Katie was flabbergasted. How could her father, who deeply loved her mother and was deeply loved in return, have ever been a homosexual? But he was, and he had changed.
No wonder she was perplexed. In “woke” circles* today it is considered a “hate crime” to suggest that someone attracted to the same sex could ever change their orientation.
Indeed, in Victoria today it is now a crime punishable by jail and/or a huge fine if you agree to help a same-sex-attracted person not to act on their unwanted feelings. You cannot even pray for this with him or her.
The new law passed the Victorian Legislative Assembly without opposition last December. It passed the Legislative Council on 4 February, with only two Liberal and seven crossbench MPs voting against.

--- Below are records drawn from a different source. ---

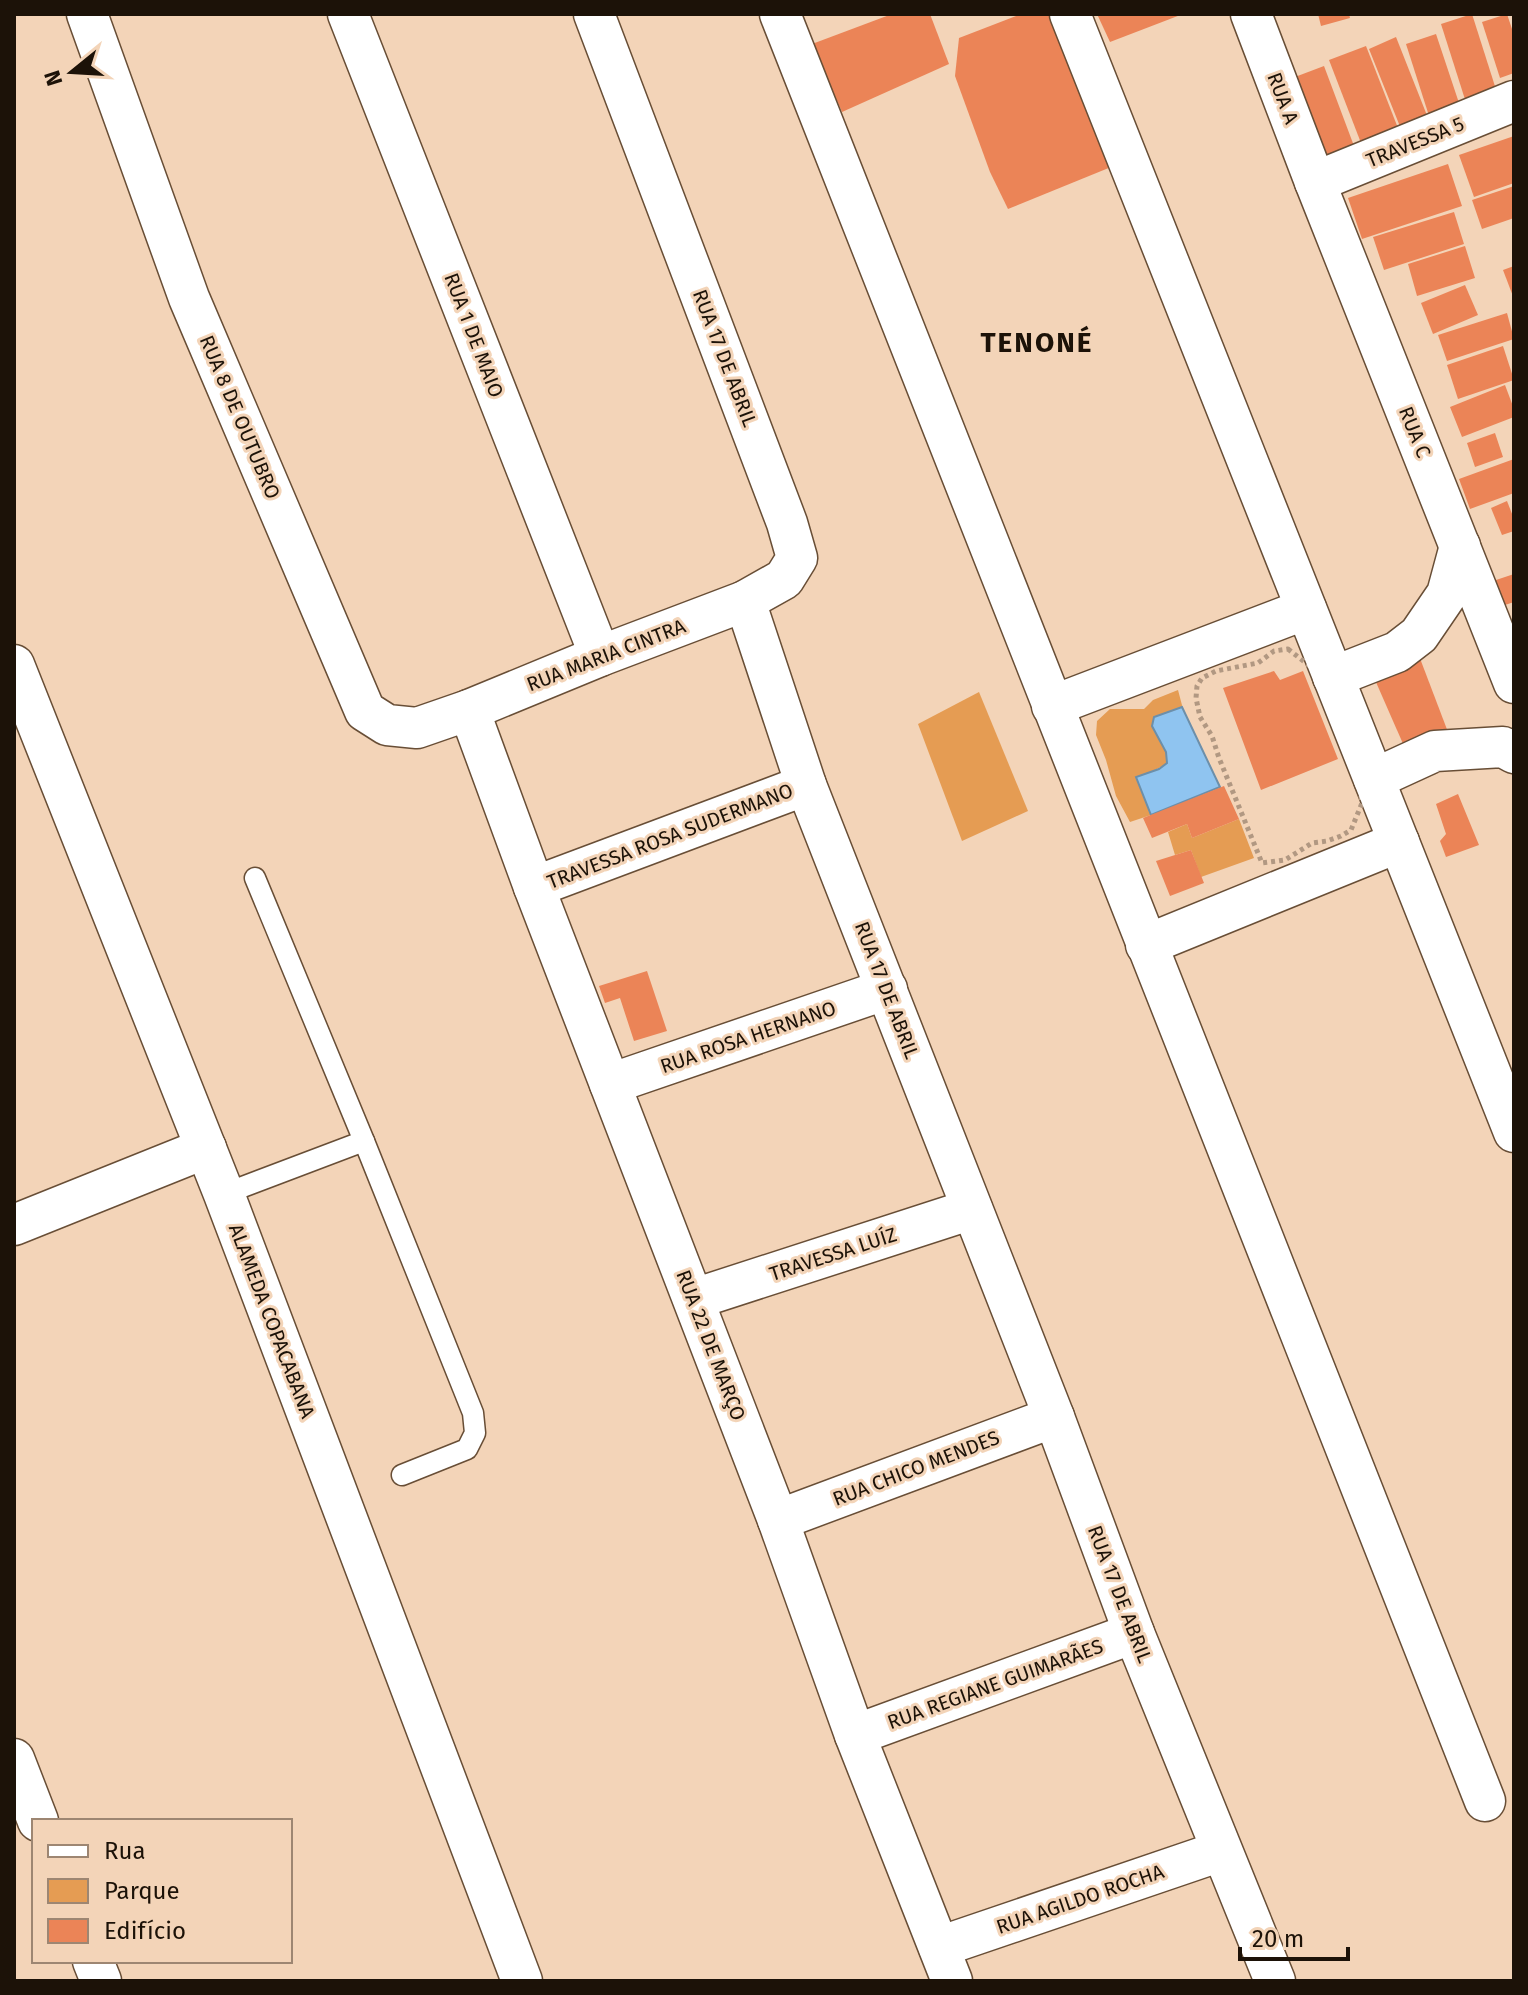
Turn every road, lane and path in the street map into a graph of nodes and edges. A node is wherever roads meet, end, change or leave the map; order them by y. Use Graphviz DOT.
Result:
graph roads {
  1 [pos="87,14"];
  2 [pos="348,14"];
  3 [pos="594,14"];
  4 [pos="780,14"];
  5 [pos="1070,14"];
  6 [pos="1251,14"];
  7 [pos="1514,101"];
  8 [pos="1315,182"];
  9 [pos="1460,546"];
  10 [pos="745,601"];
  11 [pos="1306,609"];
  12 [pos="600,656"];
  13 [pos="14,665"];
  14 [pos="1333,677"];
  15 [pos="1200,682"];
  16 [pos="1514,683"];
  17 [pos="1189,686"];
  18 [pos="1052,706"];
  19 [pos="469,710"];
  20 [pos="1514,753"];
  21 [pos="1374,779"];
  22 [pos="806,785"];
  23 [pos="1399,842"];
  24 [pos="1262,863"];
  25 [pos="1249,869"];
  26 [pos="255,878"];
  27 [pos="534,887"];
  28 [pos="1146,945"];
  29 [pos="887,989"];
  30 [pos="610,1084"];
  31 [pos="1514,1132"];
  32 [pos="364,1141"];
  33 [pos="206,1148"];
  34 [pos="224,1194"];
  35 [pos="972,1209"];
  36 [pos="14,1225"];
  37 [pos="694,1299"];
  38 [pos="1054,1417"];
  39 [pos="402,1475"];
  40 [pos="778,1520"];
  41 [pos="1134,1633"];
  42 [pos="855,1735"];
  43 [pos="14,1759"];
  44 [pos="1485,1801"];
  45 [pos="37,1819"];
  46 [pos="1221,1851"];
  47 [pos="945,1964"];
  48 [pos="522,1981"];
  49 [pos="1275,1981"];
  1 -- 19 [label="street, RUA 8 DE OUTUBRO"];
  2 -- 12 [label="street, RUA 1 DE MAIO"];
  3 -- 10 [label="street, RUA 17 DE ABRIL"];
  4 -- 18 [label="street"];
  5 -- 11 [label="street"];
  6 -- 8 [label="street, RUA A"];
  7 -- 8 [label="street, TRAVESSA 5"];
  8 -- 9 [label="street, RUA C"];
  9 -- 14 [label="street"];
  9 -- 16 [label="street, RUA C"];
  10 -- 12 [label="street, RUA MARIA CINTRA"];
  10 -- 22 [label="street, RUA 17 DE ABRIL"];
  11 -- 14 [label="street"];
  11 -- 18 [label="street"];
  12 -- 19 [label="street, RUA MARIA CINTRA"];
  13 -- 33 [label="street, ALAMEDA COPACABANA"];
  14 -- 21 [label="street"];
  15 -- 17 [label="path"];
  15 -- 24 [label="path"];
  15 -- 24 [label="path"];
  18 -- 28 [label="street"];
  19 -- 27 [label="street, RUA 22 DE MARÇO"];
  20 -- 21 [label="street"];
  21 -- 23 [label="street"];
  22 -- 27 [label="street, TRAVESSA ROSA SUDERMANO"];
  22 -- 29 [label="street, RUA 17 DE ABRIL"];
  23 -- 28 [label="street"];
  23 -- 31 [label="street"];
  24 -- 25 [label="path"];
  26 -- 32 [label="lane"];
  27 -- 30 [label="street, RUA 22 DE MARÇO"];
  28 -- 44 [label="street"];
  29 -- 30 [label="street, RUA ROSA HERNANO"];
  29 -- 35 [label="street, RUA 17 DE ABRIL"];
  30 -- 37 [label="street, RUA 22 DE MARÇO"];
  32 -- 34 [label="lane"];
  32 -- 39 [label="lane"];
  33 -- 34 [label="street, ALAMEDA COPACABANA"];
  33 -- 36 [label="street"];
  34 -- 48 [label="street, ALAMEDA COPACABANA"];
  35 -- 37 [label="street, TRAVESSA LUÍZ"];
  35 -- 38 [label="street, RUA 17 DE ABRIL"];
  37 -- 40 [label="street, RUA 22 DE MARÇO"];
  38 -- 40 [label="street, RUA CHICO MENDES"];
  38 -- 41 [label="street, RUA 17 DE ABRIL"];
  40 -- 42 [label="street, RUA 22 DE MARÇO"];
  41 -- 42 [label="street, RUA REGIANE GUIMARÃES"];
  41 -- 46 [label="street, RUA 17 DE ABRIL"];
  42 -- 47 [label="street, RUA 22 DE MARÇO"];
  43 -- 45 [label="street"];
  46 -- 47 [label="street, RUA AGILDO ROCHA"];
  46 -- 49 [label="street, RUA 17 DE ABRIL"];
}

Peter Stevens, our FamilyVoice Victoria Director, was deeply disappointed. He had worked hard to contact state MPs to explain how unjust and destructive the law would be. Many thousands of Victorians, including our supporters, did the same. Most MPs did not listen.
The truth, as Katie discovered, is that sexual orientation is not determined at birth. Some people change their sexual orientation without any “therapy” or “change practices”. Others change after receiving encouragement from therapists or pastors.
The FamilyVoice library has a research paper, Are homosexuals born that way?, produced by our founder Dr David Phillips. It details many studies from peer-reviewed journals. Among other things, they have shown that significant numbers of same-sex attracted teens become opposite-sex attracted in their 20s.
Peter Downie - National Director
FamilyVoice Australia
* “Woke”: a slang term meaning the person supports “politically correct” policies that are often anti-life and anti-family.